## Problem details
Find all lines below containing the string "road" and return them.

## Supplied information
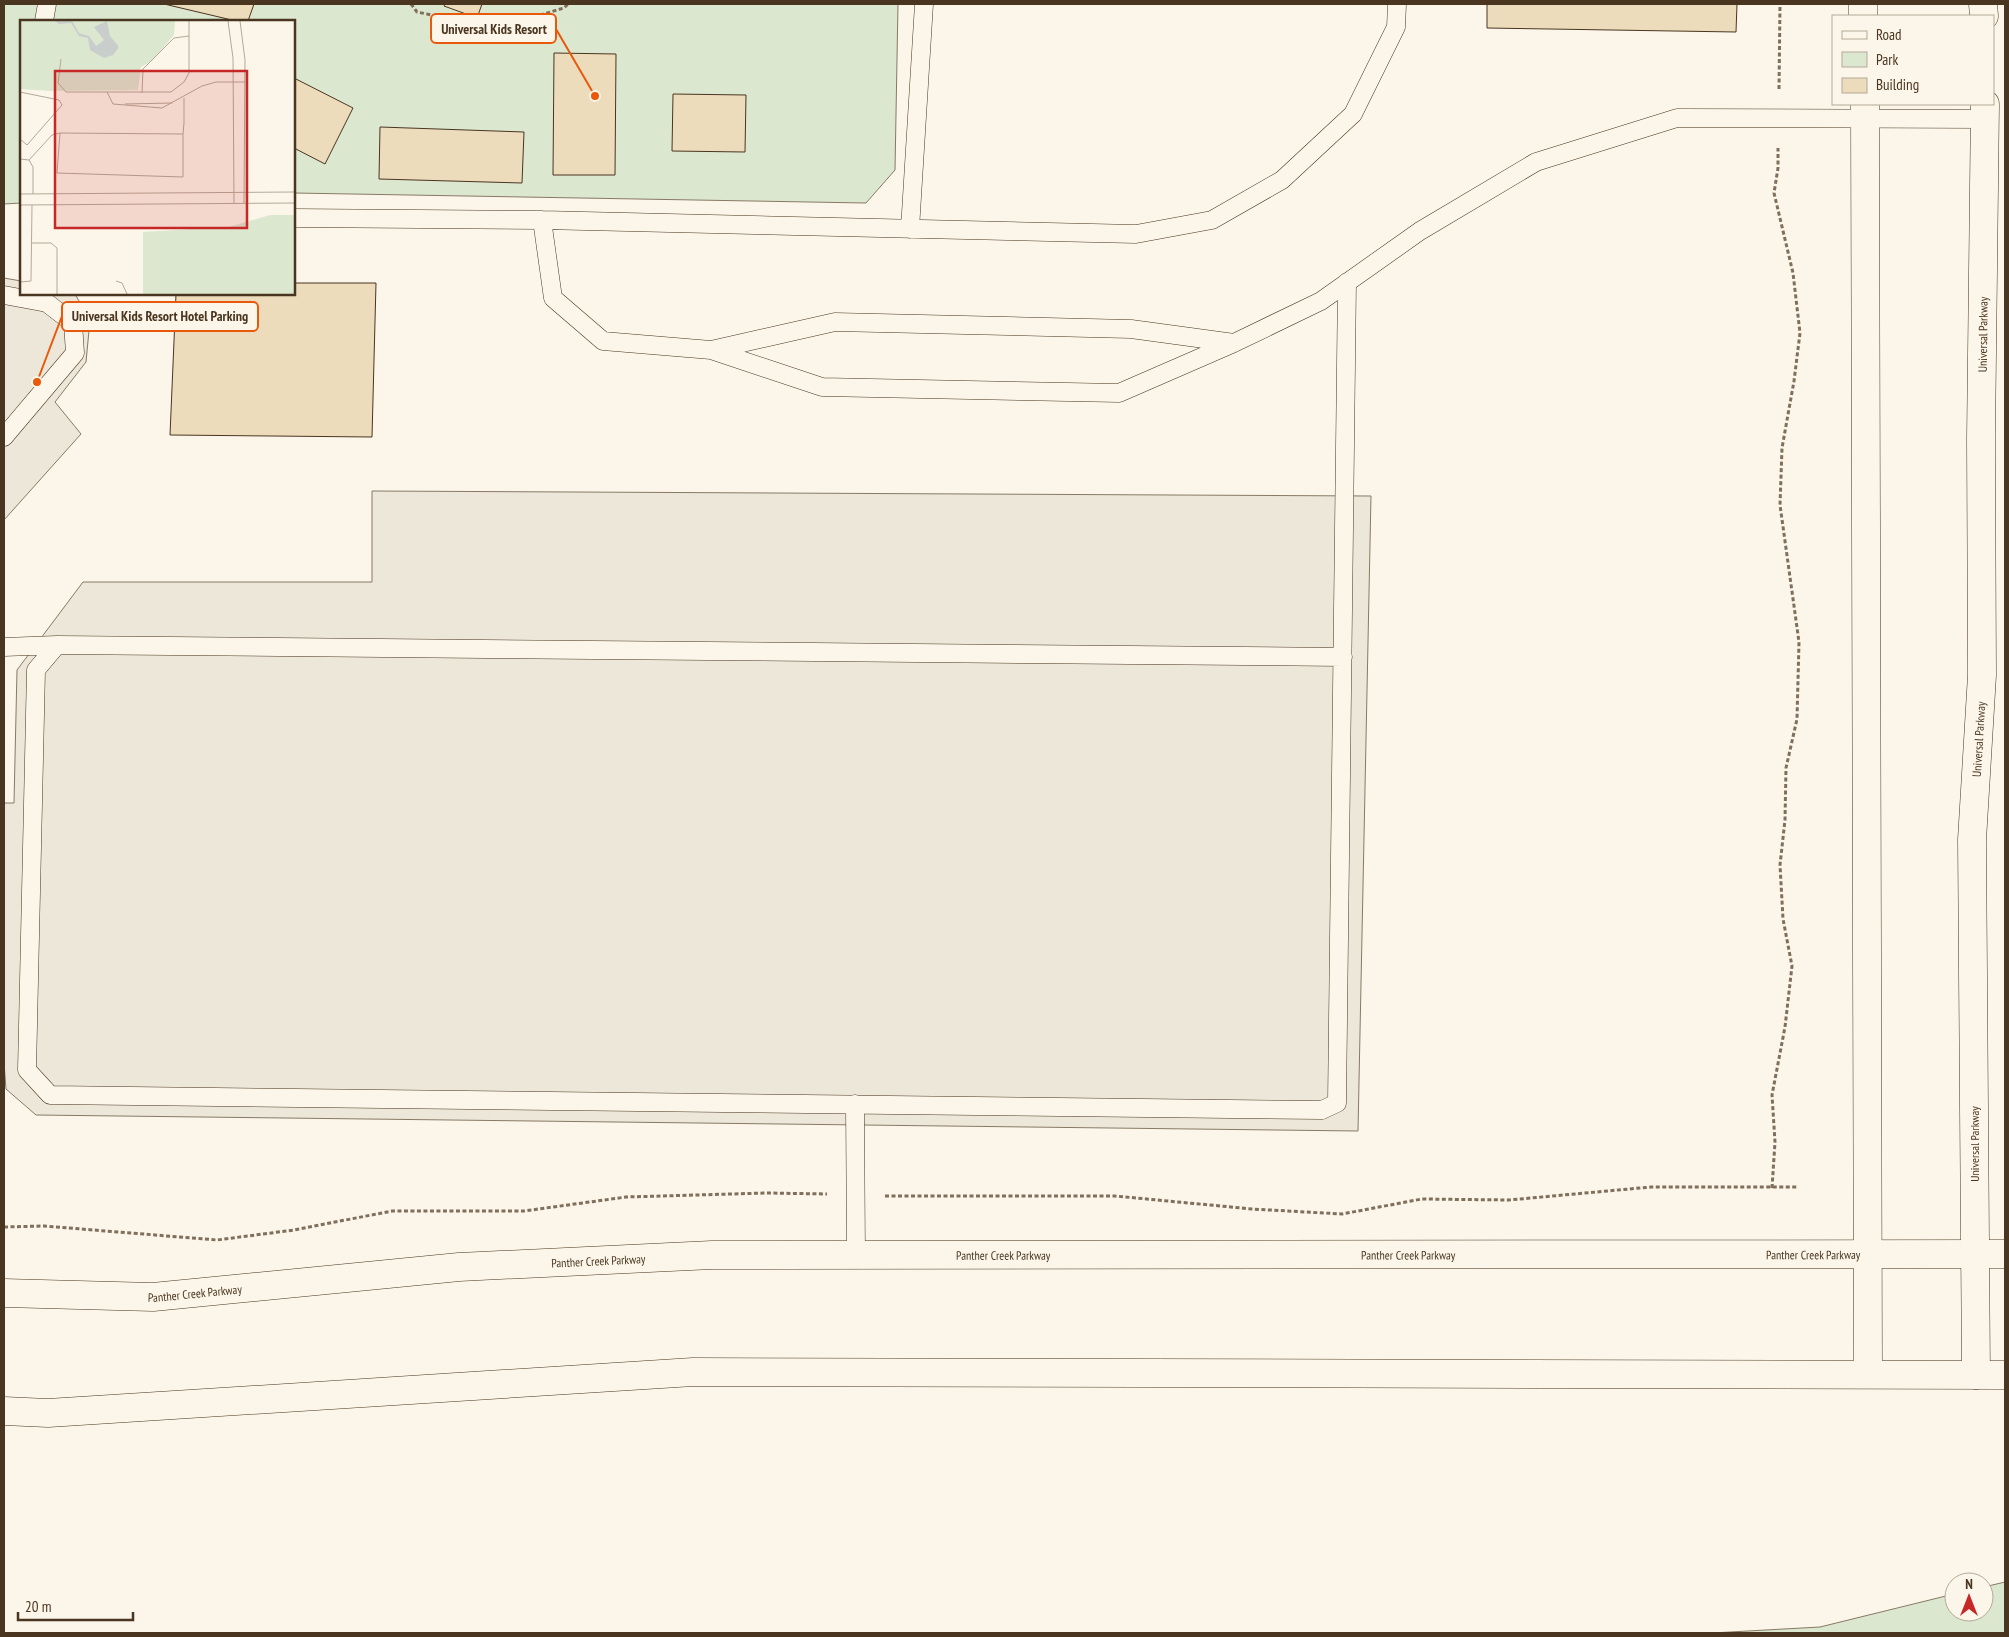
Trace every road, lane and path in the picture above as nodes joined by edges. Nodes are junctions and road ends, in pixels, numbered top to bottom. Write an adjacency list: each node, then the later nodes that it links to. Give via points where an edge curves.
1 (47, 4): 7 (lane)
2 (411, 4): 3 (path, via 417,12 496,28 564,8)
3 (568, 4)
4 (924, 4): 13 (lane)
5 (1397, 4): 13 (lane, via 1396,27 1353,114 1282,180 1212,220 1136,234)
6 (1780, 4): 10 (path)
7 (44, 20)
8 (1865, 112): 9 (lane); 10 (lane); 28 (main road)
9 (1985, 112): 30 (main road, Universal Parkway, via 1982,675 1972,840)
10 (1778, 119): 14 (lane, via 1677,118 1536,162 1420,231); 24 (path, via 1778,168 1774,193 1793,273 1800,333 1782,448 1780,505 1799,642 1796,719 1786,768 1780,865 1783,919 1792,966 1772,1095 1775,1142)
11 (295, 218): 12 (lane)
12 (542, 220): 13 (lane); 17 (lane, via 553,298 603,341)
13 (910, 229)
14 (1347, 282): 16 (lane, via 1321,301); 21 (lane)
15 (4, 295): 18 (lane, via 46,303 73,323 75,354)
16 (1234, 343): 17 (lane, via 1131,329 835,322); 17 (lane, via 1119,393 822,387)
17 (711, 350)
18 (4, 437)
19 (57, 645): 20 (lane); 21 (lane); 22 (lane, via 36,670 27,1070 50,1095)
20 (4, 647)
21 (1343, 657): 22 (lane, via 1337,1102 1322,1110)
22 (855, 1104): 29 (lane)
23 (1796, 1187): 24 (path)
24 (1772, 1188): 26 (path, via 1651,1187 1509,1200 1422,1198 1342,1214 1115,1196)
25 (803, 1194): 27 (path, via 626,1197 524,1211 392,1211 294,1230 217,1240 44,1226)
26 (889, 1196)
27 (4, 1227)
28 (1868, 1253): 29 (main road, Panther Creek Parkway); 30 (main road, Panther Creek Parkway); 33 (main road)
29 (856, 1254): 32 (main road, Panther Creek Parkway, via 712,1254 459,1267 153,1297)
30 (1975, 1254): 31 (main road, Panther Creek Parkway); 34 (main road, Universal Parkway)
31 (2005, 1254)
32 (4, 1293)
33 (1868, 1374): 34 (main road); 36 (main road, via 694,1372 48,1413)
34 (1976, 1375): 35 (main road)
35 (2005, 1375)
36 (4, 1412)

## Response to this exercise
Trace every road, lane and path in the picture above as nodes joined by edges. Nodes are junctions and road ends, in pixels, numbered top to bottom. Write an adjacency list: each node, then the later nodes that it links to. Give via points where an edge curves.
8 (1865, 112): 9 (lane); 10 (lane); 28 (main road)
9 (1985, 112): 30 (main road, Universal Parkway, via 1982,675 1972,840)
28 (1868, 1253): 29 (main road, Panther Creek Parkway); 30 (main road, Panther Creek Parkway); 33 (main road)
29 (856, 1254): 32 (main road, Panther Creek Parkway, via 712,1254 459,1267 153,1297)
30 (1975, 1254): 31 (main road, Panther Creek Parkway); 34 (main road, Universal Parkway)
33 (1868, 1374): 34 (main road); 36 (main road, via 694,1372 48,1413)
34 (1976, 1375): 35 (main road)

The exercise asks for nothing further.